Agents need to know what a tool does to the world before calling it. Descriptions should go beyond structured annotations to explain consequences.

Conciseness4/5

Is the description appropriately sized, front-loaded, and free of redundancy?

The description is efficiently structured in two sentences that convey the core purpose and return format without unnecessary elaboration. It's appropriately sized for this type of lookup tool, though it could potentially be more front-loaded with key behavioral information given the lack of annotations.

Shorter descriptions cost fewer tokens and are easier for agents to parse. Every sentence should earn its place.

Completeness2/5

Given the tool's complexity, does the description cover enough for an agent to succeed on first attempt?

For a tool with no annotations and no output schema, the description is incomplete. It doesn't explain what the returned paper objects contain beyond 'citations and publication details', doesn't mention error handling, and provides no behavioral context. Given the complexity of academic paper data and the lack of structured metadata, more comprehensive guidance would be helpful.

Complex tools with many parameters or behaviors need more documentation. Simple tools need less. This dimension scales expectations accordingly.

Parameters3/5

Does the description clarify parameter syntax, constraints, interactions, or defaults beyond what the schema provides?

Schema description coverage is 100%, so the schema already documents all three parameters thoroughly. The description doesn't add any parameter-specific information beyond what's in the schema (like clarifying author name formats or result limitations). Baseline 3 is appropriate when the schema does the heavy lifting.

Input schemas describe structure but not intent. Descriptions should explain non-obvious parameter relationships and valid value ranges.

Purpose4/5

Does the description clearly state what the tool does and how it differs from similar tools?

The description clearly states the tool's purpose with specific verb ('Find') and resource ('papers by a specific author'), and mentions the return format ('list of papers with citations and publication details'). However, it doesn't explicitly differentiate from sibling tools like 'get_author_metrics' or 'search_papers', which might have overlapping functionality.

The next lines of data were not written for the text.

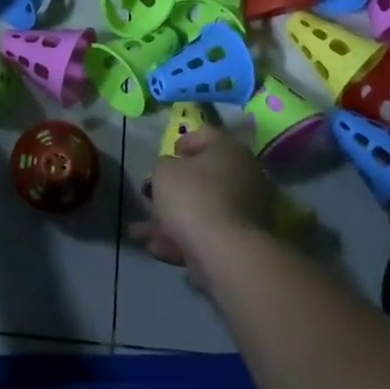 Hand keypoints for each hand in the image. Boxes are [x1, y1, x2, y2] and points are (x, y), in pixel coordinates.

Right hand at [130, 124, 275, 283]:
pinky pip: (209, 232)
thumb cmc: (193, 198)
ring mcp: (247, 209)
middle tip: (151, 200)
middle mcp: (244, 174)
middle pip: (203, 176)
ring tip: (142, 234)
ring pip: (202, 208)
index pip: (203, 134)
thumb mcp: (163, 172)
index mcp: (229, 148)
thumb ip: (163, 165)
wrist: (226, 253)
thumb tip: (172, 172)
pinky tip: (158, 250)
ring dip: (171, 220)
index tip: (163, 162)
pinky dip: (185, 239)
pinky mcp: (244, 240)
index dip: (180, 144)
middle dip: (173, 190) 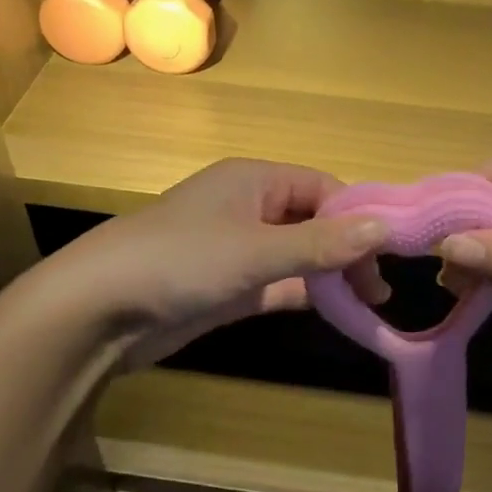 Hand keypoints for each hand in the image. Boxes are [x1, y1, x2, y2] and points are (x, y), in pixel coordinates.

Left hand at [34, 159, 389, 370]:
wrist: (100, 309)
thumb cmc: (182, 261)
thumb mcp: (258, 251)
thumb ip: (322, 243)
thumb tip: (386, 228)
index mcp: (255, 180)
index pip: (324, 188)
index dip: (359, 217)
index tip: (392, 253)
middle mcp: (249, 207)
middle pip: (314, 221)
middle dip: (347, 250)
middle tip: (378, 290)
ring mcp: (237, 247)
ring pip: (297, 254)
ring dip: (330, 274)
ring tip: (368, 304)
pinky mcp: (226, 285)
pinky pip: (277, 282)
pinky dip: (303, 292)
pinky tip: (331, 310) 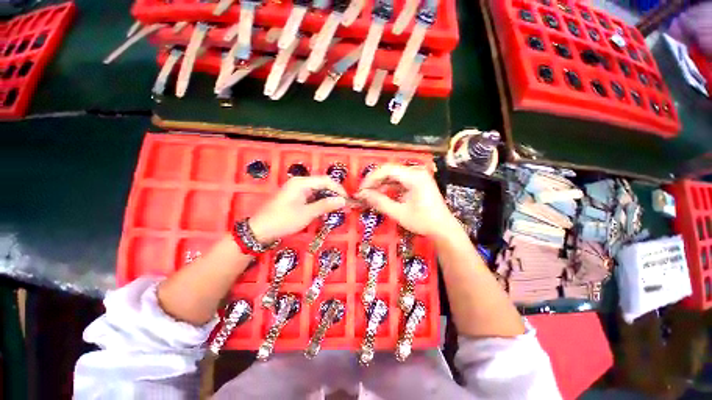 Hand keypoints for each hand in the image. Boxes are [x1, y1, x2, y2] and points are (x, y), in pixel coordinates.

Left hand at [249, 176, 346, 242]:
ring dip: (327, 198)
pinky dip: (319, 202)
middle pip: (322, 184)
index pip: (326, 180)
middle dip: (334, 194)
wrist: (260, 230)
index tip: (347, 200)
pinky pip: (311, 196)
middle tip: (343, 206)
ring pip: (317, 190)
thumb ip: (325, 205)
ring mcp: (296, 189)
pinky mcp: (295, 197)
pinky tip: (324, 209)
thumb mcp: (307, 214)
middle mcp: (299, 182)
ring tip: (336, 208)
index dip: (339, 189)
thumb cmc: (283, 220)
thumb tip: (343, 200)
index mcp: (301, 182)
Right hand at [355, 164, 458, 239]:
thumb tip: (362, 194)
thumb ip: (379, 202)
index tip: (361, 189)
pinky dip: (388, 187)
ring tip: (368, 194)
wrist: (443, 228)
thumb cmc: (423, 221)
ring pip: (393, 175)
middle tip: (363, 192)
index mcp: (414, 177)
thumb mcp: (399, 213)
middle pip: (389, 171)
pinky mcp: (417, 182)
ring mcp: (417, 176)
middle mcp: (416, 172)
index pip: (387, 170)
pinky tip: (380, 194)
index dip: (371, 178)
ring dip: (380, 184)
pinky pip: (399, 181)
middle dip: (374, 181) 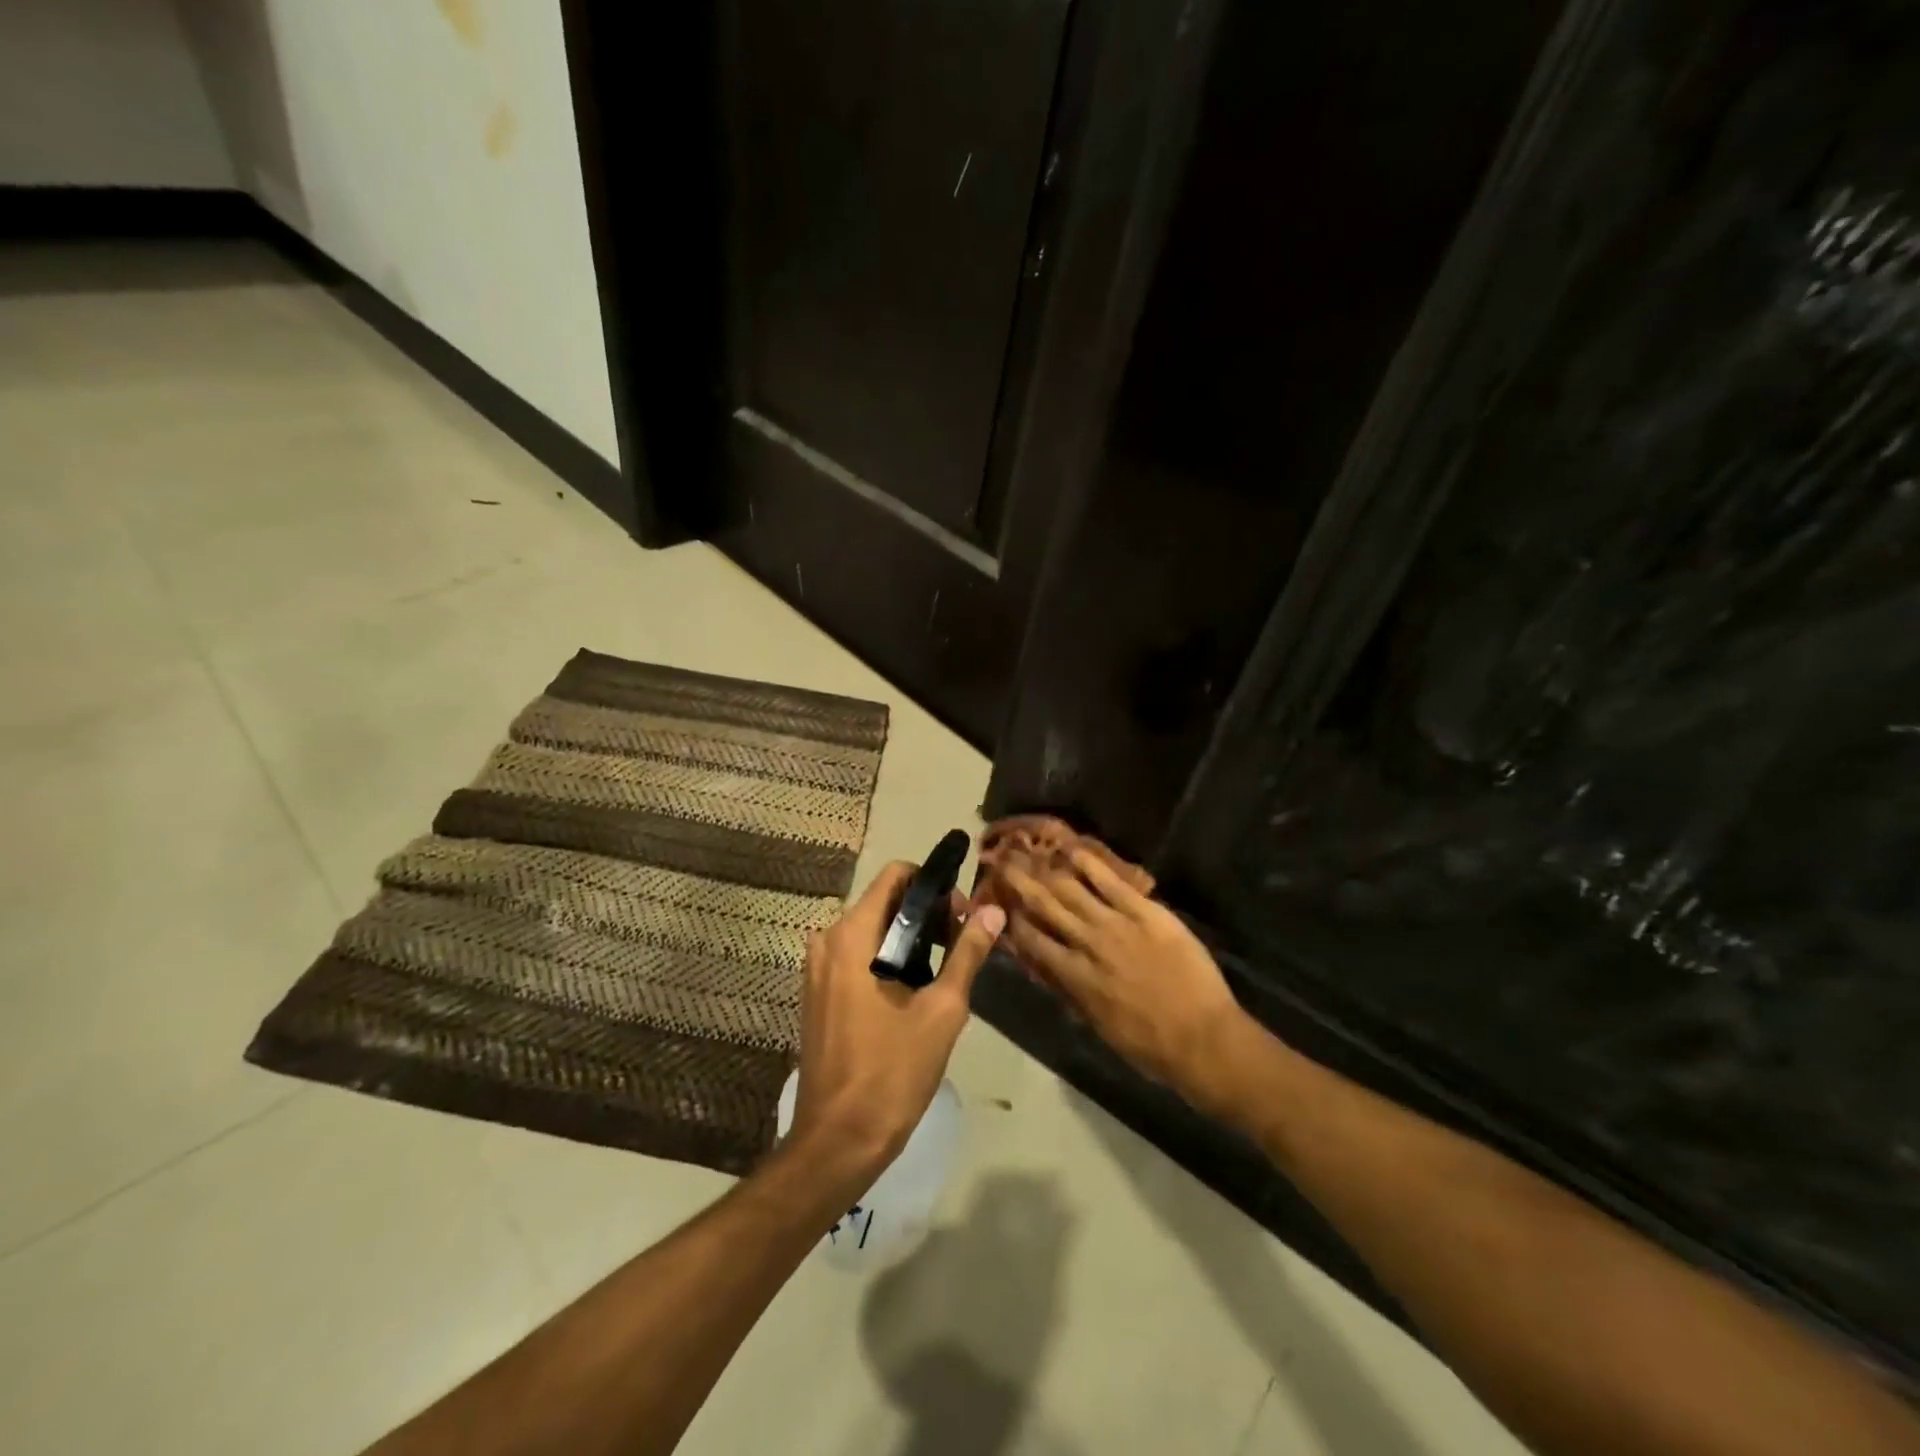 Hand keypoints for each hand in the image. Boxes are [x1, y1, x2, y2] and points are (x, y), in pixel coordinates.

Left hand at [787, 862, 1005, 1193]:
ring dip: (909, 938)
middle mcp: (827, 940)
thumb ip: (967, 952)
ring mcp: (817, 968)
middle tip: (961, 945)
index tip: (961, 915)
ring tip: (944, 971)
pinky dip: (887, 958)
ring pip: (871, 930)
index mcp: (852, 935)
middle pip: (884, 901)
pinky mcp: (817, 993)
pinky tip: (913, 991)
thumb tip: (993, 910)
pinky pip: (856, 955)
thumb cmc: (892, 1071)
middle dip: (926, 914)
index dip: (933, 885)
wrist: (838, 1140)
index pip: (895, 876)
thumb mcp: (942, 1010)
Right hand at [1000, 849, 1246, 1116]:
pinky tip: (1072, 849)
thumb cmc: (1150, 1045)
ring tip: (1026, 851)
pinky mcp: (1145, 912)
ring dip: (1046, 870)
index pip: (1033, 941)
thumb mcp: (1100, 1026)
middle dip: (1020, 884)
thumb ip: (1074, 994)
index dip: (1014, 920)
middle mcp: (1087, 944)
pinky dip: (1090, 864)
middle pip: (1046, 907)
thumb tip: (1052, 973)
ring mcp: (1116, 924)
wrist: (1202, 1038)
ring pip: (1072, 890)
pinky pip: (1112, 882)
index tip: (1000, 902)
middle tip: (1001, 862)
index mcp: (1074, 977) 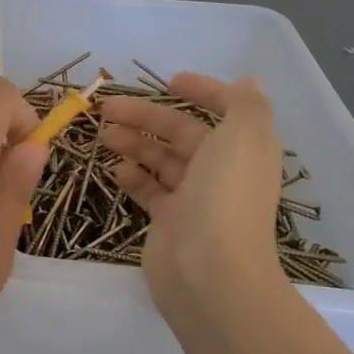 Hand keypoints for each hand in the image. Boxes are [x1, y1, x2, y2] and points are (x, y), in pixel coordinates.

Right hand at [99, 73, 286, 328]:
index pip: (224, 110)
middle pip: (181, 133)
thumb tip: (249, 81)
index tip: (169, 80)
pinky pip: (149, 190)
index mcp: (244, 149)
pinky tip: (115, 170)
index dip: (202, 91)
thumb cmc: (225, 197)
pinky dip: (133, 176)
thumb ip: (245, 104)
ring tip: (103, 136)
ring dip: (133, 142)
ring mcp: (194, 198)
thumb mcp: (245, 137)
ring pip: (160, 159)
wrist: (209, 272)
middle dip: (146, 116)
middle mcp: (221, 170)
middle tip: (106, 109)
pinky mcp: (169, 221) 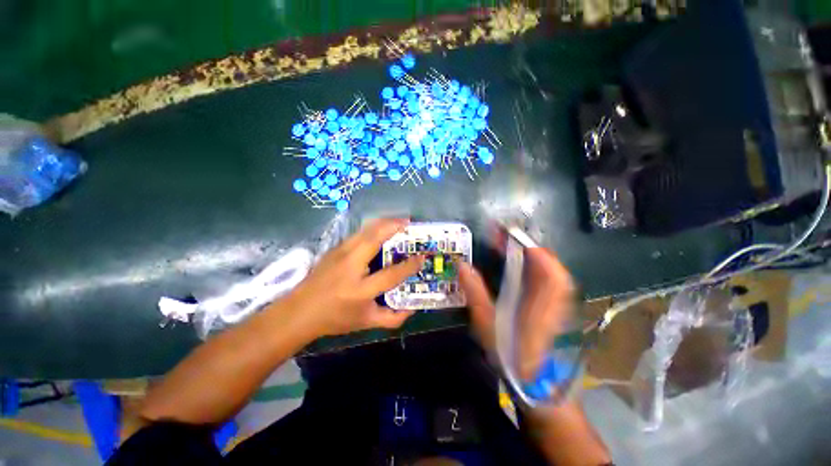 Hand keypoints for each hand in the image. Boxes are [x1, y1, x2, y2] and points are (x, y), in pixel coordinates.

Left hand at [284, 218, 423, 337]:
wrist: (298, 312)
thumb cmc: (334, 318)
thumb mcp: (366, 322)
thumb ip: (392, 318)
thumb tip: (412, 309)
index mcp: (361, 289)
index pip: (391, 274)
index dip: (409, 265)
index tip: (422, 257)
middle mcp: (351, 267)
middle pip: (374, 239)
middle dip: (394, 227)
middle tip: (409, 223)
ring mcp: (340, 254)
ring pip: (365, 231)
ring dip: (383, 223)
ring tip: (398, 221)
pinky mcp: (334, 249)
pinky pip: (358, 234)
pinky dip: (372, 227)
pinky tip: (380, 229)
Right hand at [458, 247, 574, 379]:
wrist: (532, 380)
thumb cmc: (510, 352)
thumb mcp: (487, 322)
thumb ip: (475, 292)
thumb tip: (462, 265)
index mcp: (539, 302)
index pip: (546, 267)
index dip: (530, 246)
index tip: (508, 233)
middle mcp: (552, 297)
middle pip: (549, 262)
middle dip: (526, 244)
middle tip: (502, 235)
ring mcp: (555, 300)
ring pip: (549, 268)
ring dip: (529, 252)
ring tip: (507, 244)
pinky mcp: (551, 303)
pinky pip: (546, 277)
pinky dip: (533, 264)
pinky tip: (517, 263) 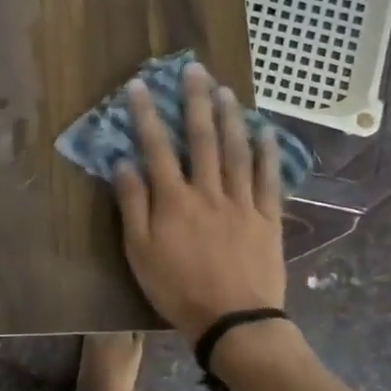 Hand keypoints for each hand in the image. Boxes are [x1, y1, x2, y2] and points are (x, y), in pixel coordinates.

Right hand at [111, 62, 285, 341]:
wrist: (234, 321)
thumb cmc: (177, 289)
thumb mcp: (139, 252)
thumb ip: (132, 205)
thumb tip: (123, 162)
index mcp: (173, 200)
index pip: (157, 147)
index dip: (146, 114)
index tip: (139, 86)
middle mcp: (208, 191)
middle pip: (201, 138)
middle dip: (195, 101)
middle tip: (193, 69)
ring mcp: (242, 202)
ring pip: (236, 150)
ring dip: (230, 117)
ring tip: (225, 88)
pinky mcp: (268, 217)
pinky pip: (268, 178)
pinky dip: (267, 152)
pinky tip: (264, 130) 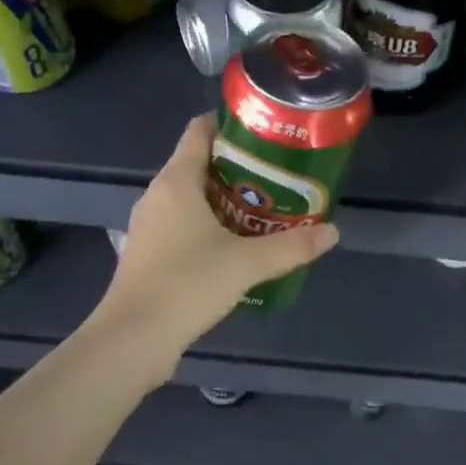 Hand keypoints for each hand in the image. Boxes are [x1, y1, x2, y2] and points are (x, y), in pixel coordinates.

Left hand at [88, 114, 338, 374]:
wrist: (133, 339)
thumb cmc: (187, 284)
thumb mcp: (247, 264)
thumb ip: (292, 246)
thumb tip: (332, 232)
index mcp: (176, 182)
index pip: (198, 132)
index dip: (229, 125)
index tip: (263, 132)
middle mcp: (157, 197)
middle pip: (198, 166)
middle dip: (237, 168)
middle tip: (278, 176)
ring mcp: (149, 227)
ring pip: (190, 200)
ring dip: (224, 201)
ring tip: (265, 210)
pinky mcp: (148, 255)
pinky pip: (183, 226)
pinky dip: (209, 227)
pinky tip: (235, 247) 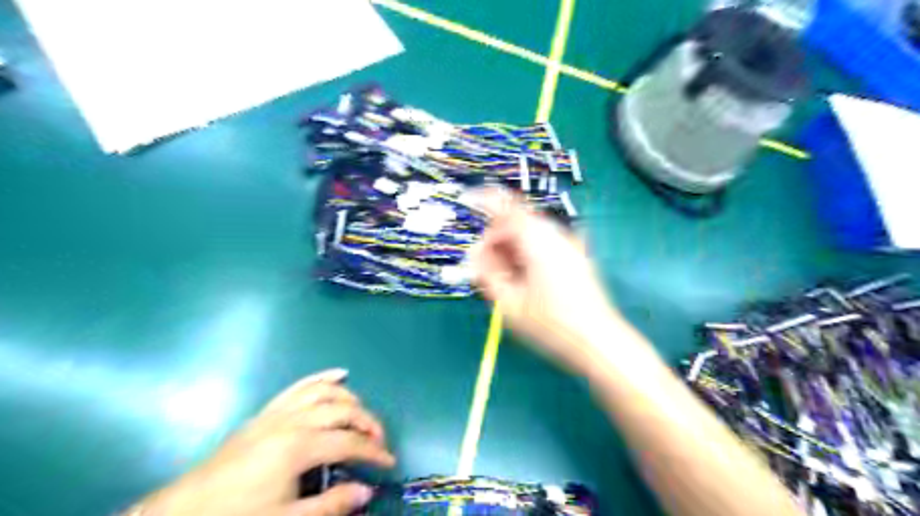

Agents choose between tools based on descriptions. A clear purpose with a specific verb and resource helps agents select the right tool.

Usage Guidelines2/5

Does the description explain when to use this tool, when not to, or what alternatives exist?

The description provides no guidance on when to use this tool versus alternatives like 'search_papers' or 'get_author_metrics'. It lacks context about prerequisites, exclusions, or comparative use cases with sibling tools, leaving the agent to infer usage based on tool names alone.

Agents often have multiple tools that could apply. Explicit usage guidance like "use X instead of Y when Z" prevents misuse.